• [THE PROBLEM] Search the records below for the word "FLYOVER". Copy each line where it occurs.

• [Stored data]

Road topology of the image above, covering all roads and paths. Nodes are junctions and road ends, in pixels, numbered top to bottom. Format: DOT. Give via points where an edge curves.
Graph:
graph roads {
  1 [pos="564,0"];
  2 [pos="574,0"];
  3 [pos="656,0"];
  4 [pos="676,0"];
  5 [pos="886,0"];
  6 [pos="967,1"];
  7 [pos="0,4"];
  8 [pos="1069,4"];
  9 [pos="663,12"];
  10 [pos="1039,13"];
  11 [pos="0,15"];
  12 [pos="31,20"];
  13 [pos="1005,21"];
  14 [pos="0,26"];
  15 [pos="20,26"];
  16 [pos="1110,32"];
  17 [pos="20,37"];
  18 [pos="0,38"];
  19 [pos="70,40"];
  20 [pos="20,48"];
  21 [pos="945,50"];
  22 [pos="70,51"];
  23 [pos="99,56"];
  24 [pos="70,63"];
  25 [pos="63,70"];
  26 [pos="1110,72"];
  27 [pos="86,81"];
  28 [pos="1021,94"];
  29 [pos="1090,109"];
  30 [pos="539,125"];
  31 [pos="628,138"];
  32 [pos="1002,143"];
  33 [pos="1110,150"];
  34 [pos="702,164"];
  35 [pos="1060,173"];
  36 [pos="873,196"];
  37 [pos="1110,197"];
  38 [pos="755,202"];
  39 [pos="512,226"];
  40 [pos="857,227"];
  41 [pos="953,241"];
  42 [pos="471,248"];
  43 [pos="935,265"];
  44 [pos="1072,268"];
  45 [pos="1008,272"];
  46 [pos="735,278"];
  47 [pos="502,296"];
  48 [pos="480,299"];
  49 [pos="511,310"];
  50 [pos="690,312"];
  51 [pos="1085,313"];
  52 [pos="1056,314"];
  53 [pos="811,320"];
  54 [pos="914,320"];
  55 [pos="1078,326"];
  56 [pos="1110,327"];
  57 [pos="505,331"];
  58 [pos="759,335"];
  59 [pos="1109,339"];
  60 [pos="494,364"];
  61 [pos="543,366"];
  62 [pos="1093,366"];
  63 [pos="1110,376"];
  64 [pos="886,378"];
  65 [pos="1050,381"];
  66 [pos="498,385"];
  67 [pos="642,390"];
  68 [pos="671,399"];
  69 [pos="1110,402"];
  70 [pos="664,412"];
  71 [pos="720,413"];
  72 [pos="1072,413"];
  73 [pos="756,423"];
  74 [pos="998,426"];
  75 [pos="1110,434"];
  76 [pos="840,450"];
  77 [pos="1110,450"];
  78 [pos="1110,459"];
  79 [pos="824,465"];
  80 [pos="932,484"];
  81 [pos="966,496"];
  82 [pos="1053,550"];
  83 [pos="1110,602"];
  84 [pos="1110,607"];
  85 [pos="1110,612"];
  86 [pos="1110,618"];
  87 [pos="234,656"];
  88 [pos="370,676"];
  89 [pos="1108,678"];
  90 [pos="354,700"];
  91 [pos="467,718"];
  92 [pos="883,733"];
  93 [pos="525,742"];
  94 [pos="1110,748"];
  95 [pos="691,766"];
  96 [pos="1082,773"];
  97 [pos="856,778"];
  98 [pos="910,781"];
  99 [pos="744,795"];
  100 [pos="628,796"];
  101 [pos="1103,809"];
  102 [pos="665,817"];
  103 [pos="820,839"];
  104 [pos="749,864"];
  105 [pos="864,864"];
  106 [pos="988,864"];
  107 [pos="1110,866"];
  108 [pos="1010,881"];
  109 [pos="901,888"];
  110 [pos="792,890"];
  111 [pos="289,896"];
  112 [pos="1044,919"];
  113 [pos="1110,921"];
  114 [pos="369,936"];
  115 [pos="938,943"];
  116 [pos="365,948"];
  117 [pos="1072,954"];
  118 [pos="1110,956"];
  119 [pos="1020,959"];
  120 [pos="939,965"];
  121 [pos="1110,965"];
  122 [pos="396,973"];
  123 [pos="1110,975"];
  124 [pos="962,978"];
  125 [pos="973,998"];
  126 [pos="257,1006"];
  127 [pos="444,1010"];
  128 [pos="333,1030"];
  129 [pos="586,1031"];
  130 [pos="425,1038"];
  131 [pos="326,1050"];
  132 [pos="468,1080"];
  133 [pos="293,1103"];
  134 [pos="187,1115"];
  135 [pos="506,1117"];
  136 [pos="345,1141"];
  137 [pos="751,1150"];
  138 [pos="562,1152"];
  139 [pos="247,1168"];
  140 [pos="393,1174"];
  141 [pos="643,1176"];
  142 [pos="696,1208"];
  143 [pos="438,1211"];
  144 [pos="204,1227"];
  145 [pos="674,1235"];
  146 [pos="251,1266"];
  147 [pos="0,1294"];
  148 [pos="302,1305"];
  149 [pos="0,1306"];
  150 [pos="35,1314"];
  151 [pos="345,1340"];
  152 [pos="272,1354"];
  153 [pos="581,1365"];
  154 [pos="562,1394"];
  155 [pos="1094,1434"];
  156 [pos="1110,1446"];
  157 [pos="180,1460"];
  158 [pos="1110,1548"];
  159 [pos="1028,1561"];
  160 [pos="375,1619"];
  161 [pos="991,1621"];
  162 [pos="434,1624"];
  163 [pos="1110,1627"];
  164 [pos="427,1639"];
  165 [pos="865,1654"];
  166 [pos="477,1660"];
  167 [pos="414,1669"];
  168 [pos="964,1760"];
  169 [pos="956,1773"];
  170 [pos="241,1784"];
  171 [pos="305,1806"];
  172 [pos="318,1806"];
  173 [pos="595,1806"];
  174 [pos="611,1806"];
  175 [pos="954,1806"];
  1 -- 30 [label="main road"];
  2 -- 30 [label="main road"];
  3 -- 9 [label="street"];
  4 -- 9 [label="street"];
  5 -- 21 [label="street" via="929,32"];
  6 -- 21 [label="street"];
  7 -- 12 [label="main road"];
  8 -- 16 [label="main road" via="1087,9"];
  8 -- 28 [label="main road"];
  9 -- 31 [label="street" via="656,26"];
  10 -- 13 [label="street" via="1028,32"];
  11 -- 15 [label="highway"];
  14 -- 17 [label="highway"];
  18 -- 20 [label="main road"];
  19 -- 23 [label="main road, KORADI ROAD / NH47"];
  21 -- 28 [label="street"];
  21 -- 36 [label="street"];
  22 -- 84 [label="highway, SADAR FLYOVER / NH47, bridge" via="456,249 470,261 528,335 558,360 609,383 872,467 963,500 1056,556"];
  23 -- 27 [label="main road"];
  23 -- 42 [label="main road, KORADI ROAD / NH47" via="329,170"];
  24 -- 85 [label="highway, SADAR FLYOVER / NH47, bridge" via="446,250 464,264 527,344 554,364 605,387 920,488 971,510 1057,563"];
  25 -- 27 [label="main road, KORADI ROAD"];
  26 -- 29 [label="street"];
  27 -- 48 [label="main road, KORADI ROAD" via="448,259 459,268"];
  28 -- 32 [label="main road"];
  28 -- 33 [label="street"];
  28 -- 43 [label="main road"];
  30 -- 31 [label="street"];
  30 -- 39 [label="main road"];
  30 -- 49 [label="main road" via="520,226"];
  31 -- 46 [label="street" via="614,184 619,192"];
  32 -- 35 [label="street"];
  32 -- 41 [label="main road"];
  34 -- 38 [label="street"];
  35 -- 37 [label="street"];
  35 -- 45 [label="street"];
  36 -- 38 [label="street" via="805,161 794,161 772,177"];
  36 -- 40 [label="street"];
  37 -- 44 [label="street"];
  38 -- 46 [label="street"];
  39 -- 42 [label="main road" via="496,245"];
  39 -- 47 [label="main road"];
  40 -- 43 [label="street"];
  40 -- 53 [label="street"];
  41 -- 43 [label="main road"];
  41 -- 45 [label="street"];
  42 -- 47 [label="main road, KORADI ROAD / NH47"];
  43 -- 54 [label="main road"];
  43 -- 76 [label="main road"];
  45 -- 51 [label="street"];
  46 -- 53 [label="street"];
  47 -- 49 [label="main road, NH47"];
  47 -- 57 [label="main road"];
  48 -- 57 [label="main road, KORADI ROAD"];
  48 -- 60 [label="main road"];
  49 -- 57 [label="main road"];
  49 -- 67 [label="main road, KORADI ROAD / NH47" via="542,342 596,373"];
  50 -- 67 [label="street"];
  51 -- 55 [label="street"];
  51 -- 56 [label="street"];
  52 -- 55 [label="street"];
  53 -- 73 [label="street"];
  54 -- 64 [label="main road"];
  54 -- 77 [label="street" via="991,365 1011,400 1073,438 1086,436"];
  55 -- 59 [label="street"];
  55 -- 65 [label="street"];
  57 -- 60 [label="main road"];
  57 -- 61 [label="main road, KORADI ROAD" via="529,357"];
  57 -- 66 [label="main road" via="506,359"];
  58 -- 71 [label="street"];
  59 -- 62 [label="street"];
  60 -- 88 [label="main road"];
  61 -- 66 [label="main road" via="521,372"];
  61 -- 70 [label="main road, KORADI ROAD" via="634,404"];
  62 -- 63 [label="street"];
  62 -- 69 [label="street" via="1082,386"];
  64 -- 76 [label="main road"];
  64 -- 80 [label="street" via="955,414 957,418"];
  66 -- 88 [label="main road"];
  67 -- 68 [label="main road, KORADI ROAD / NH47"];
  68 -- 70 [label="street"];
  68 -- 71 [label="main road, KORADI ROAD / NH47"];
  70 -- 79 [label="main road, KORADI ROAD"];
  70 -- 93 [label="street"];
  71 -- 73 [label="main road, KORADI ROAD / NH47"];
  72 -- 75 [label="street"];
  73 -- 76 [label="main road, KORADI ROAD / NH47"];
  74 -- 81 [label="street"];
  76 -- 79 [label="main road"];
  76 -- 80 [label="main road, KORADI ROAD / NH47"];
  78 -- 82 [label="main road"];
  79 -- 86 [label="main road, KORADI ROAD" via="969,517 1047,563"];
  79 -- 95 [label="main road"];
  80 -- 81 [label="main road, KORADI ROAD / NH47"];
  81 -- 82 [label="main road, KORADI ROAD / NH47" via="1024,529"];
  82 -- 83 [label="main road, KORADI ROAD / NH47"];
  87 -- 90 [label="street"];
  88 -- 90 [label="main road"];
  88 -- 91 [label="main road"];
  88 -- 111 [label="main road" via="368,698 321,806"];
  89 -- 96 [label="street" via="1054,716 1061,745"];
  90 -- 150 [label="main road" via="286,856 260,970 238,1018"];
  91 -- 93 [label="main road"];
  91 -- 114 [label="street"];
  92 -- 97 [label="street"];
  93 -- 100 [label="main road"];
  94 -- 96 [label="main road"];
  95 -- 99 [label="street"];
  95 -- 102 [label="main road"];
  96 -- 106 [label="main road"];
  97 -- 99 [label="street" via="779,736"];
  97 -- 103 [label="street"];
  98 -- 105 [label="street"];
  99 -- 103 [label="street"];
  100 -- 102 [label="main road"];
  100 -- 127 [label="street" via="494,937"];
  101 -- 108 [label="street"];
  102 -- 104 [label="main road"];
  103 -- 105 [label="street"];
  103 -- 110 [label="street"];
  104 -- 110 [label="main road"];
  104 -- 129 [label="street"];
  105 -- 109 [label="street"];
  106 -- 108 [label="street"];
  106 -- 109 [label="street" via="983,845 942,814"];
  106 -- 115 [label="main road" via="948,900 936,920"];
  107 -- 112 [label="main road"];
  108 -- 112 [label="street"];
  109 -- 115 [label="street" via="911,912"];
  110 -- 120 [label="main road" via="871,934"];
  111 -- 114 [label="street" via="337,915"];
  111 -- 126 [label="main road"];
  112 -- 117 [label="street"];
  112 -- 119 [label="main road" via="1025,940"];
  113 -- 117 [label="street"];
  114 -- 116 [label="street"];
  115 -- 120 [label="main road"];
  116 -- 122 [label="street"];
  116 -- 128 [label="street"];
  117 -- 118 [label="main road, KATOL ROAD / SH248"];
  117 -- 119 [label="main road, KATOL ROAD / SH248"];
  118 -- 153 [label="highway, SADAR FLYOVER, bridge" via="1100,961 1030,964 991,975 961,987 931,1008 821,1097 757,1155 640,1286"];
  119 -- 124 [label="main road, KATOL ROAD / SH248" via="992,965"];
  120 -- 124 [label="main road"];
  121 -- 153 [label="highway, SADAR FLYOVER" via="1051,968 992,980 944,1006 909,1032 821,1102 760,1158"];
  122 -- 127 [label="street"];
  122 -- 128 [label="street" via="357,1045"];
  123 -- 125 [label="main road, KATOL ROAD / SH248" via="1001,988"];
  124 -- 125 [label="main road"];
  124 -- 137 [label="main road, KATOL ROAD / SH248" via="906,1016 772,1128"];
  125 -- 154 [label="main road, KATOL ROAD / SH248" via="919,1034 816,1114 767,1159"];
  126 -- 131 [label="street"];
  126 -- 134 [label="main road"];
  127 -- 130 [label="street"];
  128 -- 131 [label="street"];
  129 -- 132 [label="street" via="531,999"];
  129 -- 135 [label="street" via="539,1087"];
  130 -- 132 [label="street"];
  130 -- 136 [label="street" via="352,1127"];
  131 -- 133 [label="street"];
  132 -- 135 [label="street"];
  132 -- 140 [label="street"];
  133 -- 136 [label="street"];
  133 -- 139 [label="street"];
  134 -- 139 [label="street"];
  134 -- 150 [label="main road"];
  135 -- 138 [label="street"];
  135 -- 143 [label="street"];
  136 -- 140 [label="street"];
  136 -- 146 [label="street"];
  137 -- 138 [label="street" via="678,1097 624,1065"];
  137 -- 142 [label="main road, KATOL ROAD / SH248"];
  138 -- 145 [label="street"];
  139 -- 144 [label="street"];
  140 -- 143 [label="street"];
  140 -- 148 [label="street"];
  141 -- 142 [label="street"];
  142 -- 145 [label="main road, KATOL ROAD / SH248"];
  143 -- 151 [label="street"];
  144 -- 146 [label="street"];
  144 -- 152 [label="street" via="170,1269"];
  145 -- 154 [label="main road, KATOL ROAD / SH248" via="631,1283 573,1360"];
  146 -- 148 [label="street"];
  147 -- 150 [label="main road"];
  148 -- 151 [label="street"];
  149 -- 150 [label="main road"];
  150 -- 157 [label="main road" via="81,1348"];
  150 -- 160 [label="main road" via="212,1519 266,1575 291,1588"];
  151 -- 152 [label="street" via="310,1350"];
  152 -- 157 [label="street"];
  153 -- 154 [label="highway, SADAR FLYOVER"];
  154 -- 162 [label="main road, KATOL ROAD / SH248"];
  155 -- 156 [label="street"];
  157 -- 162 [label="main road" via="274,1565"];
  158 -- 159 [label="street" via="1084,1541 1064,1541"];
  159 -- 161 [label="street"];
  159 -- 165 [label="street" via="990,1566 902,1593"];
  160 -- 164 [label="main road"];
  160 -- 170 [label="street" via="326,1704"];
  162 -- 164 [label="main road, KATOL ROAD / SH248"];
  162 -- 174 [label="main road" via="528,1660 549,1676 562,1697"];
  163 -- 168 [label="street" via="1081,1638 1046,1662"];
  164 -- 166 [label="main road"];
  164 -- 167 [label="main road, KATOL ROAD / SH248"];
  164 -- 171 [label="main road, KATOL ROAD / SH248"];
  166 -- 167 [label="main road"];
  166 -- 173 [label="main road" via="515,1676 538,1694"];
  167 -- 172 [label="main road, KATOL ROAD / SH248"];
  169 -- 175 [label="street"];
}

• [RESULT]
  22 -- 84 [label="highway, SADAR FLYOVER / NH47, bridge" via="456,249 470,261 528,335 558,360 609,383 872,467 963,500 1056,556"];
  24 -- 85 [label="highway, SADAR FLYOVER / NH47, bridge" via="446,250 464,264 527,344 554,364 605,387 920,488 971,510 1057,563"];
  118 -- 153 [label="highway, SADAR FLYOVER, bridge" via="1100,961 1030,964 991,975 961,987 931,1008 821,1097 757,1155 640,1286"];
  121 -- 153 [label="highway, SADAR FLYOVER" via="1051,968 992,980 944,1006 909,1032 821,1102 760,1158"];
  153 -- 154 [label="highway, SADAR FLYOVER"];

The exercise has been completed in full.